BEGIN Provided data
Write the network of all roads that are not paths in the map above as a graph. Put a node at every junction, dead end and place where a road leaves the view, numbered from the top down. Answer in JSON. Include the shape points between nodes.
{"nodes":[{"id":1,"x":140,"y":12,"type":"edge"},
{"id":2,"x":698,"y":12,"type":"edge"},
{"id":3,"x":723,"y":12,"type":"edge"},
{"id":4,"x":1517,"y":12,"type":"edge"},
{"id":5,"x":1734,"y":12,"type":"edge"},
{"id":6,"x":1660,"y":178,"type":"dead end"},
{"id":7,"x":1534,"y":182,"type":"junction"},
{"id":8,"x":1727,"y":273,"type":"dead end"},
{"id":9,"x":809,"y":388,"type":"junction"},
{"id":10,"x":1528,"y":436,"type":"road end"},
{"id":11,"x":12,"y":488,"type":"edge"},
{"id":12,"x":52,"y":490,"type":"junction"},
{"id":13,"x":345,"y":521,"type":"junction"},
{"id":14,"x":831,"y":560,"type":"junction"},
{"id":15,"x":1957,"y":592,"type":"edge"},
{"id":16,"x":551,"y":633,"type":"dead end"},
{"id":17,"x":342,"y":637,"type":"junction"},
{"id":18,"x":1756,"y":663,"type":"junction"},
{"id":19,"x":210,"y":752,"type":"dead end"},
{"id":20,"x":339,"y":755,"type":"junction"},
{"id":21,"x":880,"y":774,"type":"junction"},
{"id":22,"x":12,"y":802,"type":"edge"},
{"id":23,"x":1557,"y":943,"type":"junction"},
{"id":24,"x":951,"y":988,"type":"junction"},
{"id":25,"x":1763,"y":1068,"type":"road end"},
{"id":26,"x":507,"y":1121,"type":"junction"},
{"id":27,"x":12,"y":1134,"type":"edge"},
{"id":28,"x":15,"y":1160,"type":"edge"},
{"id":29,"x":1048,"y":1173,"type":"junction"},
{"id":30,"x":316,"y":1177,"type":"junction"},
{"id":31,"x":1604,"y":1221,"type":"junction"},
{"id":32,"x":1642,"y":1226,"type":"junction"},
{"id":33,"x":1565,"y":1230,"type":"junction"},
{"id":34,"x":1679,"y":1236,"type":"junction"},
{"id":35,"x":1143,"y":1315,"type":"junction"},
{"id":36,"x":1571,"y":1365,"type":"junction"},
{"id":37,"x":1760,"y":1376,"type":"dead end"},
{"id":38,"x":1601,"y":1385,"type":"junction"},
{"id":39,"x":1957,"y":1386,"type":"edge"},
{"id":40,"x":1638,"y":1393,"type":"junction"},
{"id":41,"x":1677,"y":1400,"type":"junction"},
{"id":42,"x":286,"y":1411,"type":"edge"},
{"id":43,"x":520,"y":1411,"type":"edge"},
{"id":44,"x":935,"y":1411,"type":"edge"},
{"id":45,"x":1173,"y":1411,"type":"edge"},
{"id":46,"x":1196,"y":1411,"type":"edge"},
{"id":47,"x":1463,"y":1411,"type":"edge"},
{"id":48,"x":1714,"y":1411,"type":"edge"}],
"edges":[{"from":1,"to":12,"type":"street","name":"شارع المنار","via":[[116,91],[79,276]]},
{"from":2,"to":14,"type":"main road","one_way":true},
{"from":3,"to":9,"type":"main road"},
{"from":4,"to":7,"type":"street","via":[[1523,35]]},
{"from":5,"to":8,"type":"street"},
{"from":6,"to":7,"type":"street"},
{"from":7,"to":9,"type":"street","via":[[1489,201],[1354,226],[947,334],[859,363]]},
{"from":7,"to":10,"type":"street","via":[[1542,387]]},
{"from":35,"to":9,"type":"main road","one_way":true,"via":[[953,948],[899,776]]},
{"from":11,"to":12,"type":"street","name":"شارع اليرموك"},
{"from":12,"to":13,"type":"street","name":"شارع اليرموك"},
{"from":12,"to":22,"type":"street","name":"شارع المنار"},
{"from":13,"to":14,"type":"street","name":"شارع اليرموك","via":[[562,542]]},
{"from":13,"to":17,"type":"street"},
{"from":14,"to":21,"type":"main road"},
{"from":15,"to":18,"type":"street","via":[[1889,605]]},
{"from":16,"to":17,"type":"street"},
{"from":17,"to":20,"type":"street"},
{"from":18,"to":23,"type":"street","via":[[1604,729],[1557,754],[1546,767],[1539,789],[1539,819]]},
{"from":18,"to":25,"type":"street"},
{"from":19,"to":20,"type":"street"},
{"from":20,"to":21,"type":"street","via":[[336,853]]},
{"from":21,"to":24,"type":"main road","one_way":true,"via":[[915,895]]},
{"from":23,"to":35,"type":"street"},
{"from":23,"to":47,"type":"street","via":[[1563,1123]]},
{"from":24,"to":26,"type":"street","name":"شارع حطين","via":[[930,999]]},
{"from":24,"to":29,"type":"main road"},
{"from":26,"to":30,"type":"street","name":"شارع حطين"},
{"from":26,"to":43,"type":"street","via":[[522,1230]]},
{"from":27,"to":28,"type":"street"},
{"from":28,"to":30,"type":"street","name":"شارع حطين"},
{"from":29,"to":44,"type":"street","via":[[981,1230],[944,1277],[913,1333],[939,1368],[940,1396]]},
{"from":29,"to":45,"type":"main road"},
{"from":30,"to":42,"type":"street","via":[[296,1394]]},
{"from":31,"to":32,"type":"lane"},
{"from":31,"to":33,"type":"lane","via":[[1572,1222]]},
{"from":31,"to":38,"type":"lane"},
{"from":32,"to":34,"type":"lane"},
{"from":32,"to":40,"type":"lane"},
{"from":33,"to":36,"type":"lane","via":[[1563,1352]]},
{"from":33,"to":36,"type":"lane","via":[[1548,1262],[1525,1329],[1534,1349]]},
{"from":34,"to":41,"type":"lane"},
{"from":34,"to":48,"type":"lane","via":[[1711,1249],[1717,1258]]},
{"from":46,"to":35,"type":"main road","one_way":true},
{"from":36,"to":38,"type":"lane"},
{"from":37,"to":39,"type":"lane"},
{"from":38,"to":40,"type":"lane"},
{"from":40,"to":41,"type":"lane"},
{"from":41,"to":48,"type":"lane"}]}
END Provided data
● **Task item**:
Read the lines above. Gather those in which the string "المنار" is found.

● **Response to this task**:
"edges":[{"from":1,"to":12,"type":"street","name":"شارع المنار","via":[[116,91],[79,276]]},
{"from":12,"to":22,"type":"street","name":"شارع المنار"},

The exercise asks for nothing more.